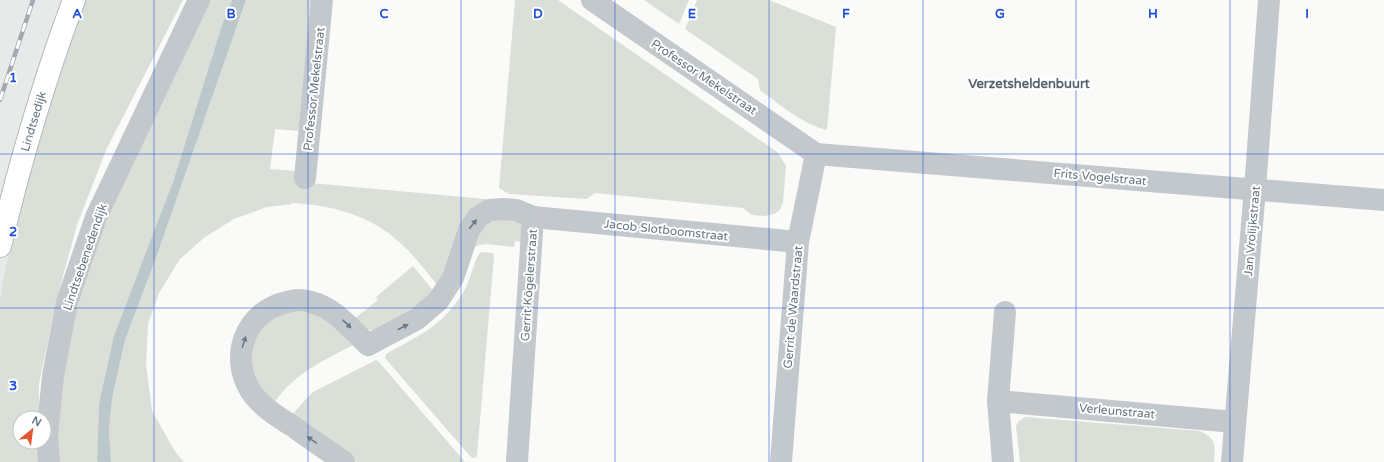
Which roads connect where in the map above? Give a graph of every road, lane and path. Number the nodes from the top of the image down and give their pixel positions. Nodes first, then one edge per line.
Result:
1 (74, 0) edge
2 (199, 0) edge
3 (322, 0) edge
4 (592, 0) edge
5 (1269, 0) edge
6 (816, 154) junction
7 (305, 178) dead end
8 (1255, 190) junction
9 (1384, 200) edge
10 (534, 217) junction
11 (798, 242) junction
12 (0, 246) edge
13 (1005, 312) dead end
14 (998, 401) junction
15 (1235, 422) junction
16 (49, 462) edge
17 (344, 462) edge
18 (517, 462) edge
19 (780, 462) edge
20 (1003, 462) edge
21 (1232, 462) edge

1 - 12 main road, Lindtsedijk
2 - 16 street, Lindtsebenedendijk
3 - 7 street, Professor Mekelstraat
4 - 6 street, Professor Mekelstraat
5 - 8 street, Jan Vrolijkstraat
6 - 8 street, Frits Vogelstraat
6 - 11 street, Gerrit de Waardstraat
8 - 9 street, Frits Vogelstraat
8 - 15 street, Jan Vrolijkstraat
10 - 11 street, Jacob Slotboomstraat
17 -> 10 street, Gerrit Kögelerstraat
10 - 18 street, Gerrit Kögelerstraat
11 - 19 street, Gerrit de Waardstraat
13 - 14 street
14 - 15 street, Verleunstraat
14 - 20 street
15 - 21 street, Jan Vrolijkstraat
• • • • •
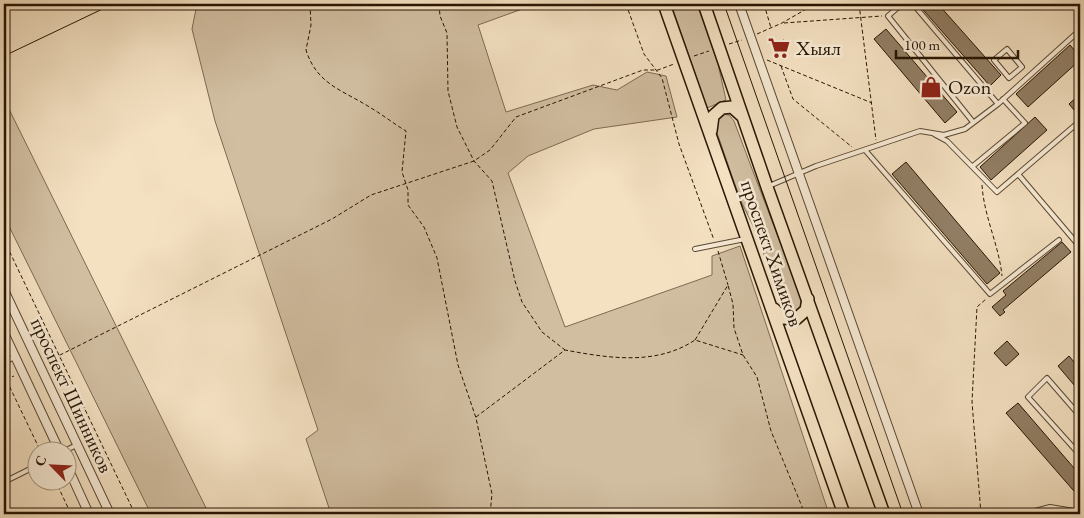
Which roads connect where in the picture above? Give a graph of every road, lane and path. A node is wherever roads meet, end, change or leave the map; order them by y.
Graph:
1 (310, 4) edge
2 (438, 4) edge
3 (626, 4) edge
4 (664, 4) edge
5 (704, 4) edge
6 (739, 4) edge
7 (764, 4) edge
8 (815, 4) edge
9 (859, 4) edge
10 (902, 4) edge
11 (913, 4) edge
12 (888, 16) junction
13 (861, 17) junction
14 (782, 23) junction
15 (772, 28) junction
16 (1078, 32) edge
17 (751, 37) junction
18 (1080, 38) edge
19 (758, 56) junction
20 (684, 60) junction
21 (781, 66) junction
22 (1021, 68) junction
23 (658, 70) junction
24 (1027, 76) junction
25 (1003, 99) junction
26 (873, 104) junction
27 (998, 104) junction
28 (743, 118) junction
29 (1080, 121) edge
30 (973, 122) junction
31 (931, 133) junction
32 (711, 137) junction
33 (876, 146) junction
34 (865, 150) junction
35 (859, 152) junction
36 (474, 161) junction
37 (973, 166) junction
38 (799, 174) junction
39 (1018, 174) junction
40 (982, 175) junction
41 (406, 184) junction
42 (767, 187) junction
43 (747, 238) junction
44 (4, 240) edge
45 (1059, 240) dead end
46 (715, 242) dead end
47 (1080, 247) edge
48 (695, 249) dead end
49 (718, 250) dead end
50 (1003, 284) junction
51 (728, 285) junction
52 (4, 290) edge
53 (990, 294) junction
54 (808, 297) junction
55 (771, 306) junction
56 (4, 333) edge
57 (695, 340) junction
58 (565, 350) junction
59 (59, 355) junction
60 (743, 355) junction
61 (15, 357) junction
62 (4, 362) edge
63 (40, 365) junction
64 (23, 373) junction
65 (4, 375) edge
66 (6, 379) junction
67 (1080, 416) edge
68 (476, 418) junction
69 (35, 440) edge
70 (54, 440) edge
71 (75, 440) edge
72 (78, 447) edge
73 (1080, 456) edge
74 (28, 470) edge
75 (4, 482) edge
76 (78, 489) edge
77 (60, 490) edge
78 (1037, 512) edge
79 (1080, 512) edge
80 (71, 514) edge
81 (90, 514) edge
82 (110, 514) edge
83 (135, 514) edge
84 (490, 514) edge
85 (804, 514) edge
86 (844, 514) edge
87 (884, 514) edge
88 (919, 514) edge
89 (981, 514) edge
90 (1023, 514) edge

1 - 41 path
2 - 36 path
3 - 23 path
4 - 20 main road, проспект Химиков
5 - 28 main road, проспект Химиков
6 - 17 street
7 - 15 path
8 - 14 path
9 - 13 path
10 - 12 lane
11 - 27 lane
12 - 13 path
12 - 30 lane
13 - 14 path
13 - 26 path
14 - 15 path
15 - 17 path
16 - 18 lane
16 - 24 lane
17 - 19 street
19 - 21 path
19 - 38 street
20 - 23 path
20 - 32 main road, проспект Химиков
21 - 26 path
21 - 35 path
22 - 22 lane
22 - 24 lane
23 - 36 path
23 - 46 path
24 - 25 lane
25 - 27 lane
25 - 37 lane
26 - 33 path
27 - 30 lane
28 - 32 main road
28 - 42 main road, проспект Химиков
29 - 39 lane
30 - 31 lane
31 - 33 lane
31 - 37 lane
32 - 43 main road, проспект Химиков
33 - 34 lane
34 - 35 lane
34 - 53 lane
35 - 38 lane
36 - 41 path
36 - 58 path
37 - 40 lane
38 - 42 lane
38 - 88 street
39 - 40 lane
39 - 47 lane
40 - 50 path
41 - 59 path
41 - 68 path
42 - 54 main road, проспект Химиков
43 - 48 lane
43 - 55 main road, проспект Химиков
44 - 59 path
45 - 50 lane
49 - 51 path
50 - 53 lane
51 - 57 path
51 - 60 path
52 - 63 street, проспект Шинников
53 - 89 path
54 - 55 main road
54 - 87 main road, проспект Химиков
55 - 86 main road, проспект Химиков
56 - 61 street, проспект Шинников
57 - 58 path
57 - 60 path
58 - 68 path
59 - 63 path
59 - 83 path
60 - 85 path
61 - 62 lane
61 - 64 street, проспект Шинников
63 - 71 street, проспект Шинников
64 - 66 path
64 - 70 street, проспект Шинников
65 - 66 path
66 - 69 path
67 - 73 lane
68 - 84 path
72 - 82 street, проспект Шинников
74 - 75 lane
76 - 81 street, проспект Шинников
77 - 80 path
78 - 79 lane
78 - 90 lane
• • • • •
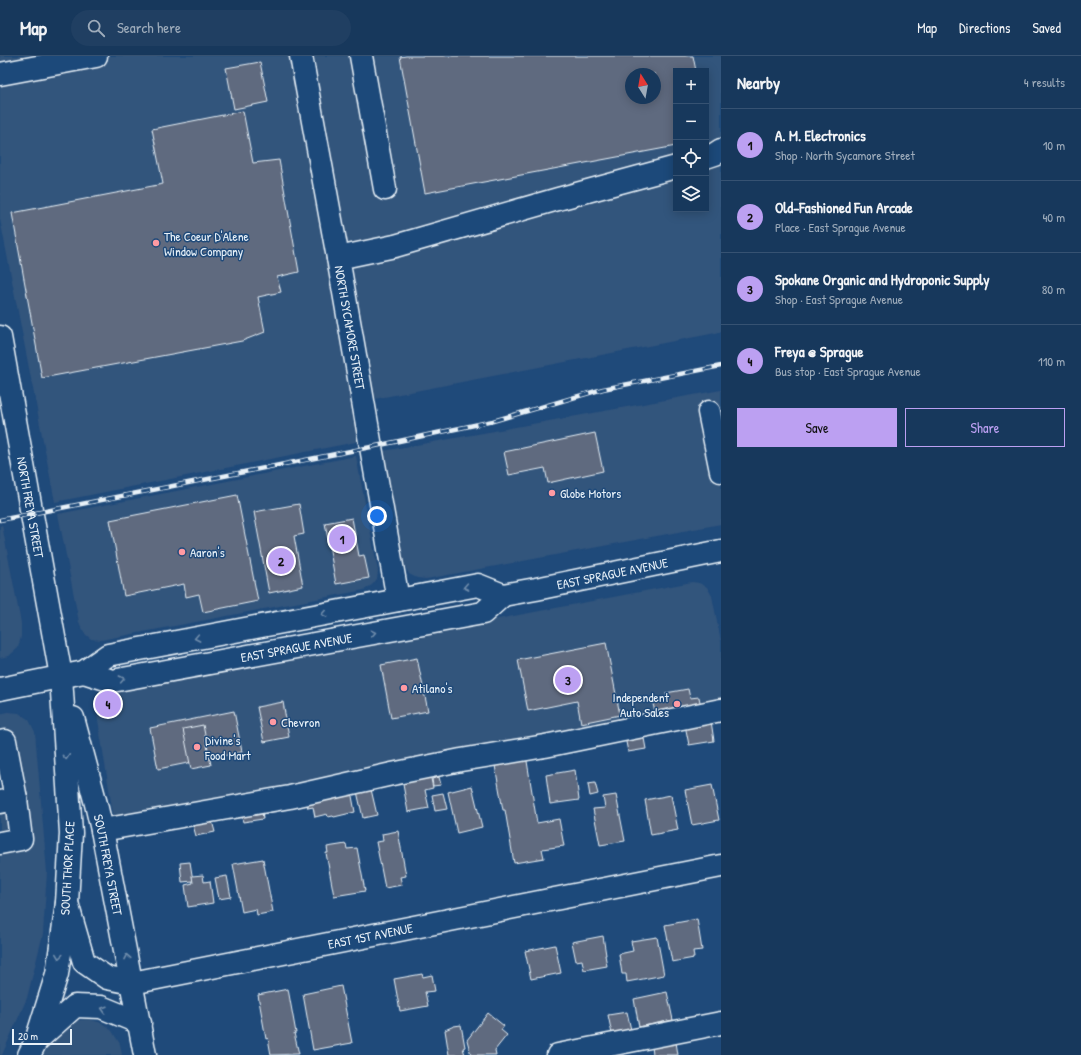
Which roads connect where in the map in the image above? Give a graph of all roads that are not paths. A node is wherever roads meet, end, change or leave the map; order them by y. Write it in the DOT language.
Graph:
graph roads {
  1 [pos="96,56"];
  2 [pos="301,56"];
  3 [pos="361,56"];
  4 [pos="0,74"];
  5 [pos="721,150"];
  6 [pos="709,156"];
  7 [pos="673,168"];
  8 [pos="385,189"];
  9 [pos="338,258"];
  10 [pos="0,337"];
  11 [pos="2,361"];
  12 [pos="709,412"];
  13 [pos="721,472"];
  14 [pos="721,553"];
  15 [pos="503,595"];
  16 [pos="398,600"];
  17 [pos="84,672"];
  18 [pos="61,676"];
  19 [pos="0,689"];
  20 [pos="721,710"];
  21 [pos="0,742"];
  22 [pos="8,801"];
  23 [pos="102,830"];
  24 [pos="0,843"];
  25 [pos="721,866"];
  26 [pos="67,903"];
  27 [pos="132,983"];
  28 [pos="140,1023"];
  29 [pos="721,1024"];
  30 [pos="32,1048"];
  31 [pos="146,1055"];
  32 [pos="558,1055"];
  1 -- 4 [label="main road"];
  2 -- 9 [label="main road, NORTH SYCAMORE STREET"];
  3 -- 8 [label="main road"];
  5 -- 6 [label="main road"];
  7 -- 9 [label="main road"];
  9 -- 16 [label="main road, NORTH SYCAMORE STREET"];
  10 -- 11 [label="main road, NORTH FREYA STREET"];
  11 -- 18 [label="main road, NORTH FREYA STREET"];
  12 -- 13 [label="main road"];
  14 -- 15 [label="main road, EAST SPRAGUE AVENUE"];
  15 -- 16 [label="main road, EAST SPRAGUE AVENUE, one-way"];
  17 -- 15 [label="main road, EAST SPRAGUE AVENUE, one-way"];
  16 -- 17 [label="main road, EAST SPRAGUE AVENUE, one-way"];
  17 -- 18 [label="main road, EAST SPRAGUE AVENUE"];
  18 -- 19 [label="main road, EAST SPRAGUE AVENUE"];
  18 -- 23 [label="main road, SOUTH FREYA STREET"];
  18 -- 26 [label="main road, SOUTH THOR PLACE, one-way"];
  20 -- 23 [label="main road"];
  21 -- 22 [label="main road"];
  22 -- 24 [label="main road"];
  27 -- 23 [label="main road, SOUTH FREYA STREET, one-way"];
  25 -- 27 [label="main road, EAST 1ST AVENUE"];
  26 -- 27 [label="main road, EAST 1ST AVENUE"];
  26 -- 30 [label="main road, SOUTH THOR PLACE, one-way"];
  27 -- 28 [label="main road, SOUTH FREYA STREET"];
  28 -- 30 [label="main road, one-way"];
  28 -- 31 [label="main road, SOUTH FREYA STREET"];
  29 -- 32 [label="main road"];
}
• • • • •
● Your instructions
For each line in the records that holds "where", show that line as it stands.

● Answer for the task
Which roads connect where in the map above? Give a graph of every road, lane and path. Number the nodes from the top of the image down and give their pixel positions. Nodes first, then one edge per line.
Which roads connect where in the picture above? Give a graph of every road, lane and path. A node is wherever roads meet, end, change or leave the map; order them by y.
Which roads connect where in the map in the image above? Give a graph of all roads that are not paths. A node is wherever roads meet, end, change or leave the map; order them by y. Write it in the DOT language.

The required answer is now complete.